» **DIRECTIONS**
Filter the entries, keeping every line with the word "shape".

***** TASK INPUT

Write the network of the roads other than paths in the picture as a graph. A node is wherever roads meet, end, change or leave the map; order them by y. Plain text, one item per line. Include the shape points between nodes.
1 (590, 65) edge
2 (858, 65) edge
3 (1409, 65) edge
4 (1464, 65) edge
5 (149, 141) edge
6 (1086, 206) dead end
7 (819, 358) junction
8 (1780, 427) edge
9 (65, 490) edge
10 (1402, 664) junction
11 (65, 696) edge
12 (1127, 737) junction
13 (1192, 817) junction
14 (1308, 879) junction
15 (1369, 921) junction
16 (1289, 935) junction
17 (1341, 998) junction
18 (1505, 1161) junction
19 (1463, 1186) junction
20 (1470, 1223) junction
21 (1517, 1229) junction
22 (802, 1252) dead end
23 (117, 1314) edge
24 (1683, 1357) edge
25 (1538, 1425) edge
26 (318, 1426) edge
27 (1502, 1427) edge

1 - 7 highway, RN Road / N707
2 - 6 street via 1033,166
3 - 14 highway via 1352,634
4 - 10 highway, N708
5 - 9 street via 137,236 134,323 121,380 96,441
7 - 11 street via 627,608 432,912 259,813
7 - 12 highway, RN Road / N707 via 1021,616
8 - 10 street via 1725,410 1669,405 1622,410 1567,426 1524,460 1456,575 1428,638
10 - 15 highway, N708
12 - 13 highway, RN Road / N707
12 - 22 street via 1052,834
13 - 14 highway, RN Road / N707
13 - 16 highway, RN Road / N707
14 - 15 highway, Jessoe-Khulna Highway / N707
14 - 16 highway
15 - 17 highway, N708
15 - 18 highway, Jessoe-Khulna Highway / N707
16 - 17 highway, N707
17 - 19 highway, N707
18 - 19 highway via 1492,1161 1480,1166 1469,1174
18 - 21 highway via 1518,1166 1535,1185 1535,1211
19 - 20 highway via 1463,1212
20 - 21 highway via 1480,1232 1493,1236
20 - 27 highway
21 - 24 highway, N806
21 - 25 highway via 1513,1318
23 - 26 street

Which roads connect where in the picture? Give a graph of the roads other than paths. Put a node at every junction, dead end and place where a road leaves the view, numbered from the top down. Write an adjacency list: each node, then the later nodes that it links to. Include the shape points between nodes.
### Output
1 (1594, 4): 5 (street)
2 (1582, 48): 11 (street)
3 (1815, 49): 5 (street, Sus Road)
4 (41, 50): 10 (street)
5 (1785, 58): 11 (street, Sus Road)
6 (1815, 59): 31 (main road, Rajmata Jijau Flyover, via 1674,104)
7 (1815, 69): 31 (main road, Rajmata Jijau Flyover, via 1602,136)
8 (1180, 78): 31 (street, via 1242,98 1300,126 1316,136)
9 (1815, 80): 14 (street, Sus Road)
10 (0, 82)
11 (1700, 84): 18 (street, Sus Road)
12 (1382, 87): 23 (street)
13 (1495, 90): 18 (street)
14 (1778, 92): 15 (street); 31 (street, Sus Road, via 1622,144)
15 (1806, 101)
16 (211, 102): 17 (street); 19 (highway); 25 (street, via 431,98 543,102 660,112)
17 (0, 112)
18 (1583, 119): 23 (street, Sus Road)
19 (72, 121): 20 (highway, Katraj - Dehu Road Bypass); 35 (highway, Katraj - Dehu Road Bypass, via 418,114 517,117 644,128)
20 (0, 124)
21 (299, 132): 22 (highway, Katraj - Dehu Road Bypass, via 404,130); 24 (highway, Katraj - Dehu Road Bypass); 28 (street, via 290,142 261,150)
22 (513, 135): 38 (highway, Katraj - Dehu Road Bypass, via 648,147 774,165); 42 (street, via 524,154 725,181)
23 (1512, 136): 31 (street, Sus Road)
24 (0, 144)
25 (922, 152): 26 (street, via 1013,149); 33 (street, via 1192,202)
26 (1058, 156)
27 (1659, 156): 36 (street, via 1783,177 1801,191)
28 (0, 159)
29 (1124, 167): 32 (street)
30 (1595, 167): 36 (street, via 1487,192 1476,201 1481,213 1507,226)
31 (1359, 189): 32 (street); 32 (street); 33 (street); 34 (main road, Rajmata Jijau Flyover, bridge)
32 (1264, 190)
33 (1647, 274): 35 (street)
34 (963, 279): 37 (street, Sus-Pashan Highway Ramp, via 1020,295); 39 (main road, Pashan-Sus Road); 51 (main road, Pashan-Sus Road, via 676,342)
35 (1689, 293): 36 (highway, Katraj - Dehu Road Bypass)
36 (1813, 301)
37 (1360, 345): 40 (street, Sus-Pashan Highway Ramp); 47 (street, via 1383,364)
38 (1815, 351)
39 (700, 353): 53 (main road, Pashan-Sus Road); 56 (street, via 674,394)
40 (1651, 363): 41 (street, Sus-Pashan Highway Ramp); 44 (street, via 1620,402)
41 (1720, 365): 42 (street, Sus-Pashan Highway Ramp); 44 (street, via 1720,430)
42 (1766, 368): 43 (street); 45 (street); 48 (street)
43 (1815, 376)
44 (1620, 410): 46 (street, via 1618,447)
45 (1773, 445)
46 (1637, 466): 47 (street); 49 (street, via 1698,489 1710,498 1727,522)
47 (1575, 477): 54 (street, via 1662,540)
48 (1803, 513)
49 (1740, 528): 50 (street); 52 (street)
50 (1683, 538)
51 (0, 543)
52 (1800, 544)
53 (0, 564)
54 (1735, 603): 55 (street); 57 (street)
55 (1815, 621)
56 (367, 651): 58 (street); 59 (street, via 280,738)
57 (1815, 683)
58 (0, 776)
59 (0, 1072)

**********

» **SOLUTION TO THIS EXERCISE**
Write the network of the roads other than paths in the picture as a graph. A node is wherever roads meet, end, change or leave the map; order them by y. Plain text, one item per line. Include the shape points between nodes.
Which roads connect where in the picture? Give a graph of the roads other than paths. Put a node at every junction, dead end and place where a road leaves the view, numbered from the top down. Write an adjacency list: each node, then the later nodes that it links to. Include the shape points between nodes.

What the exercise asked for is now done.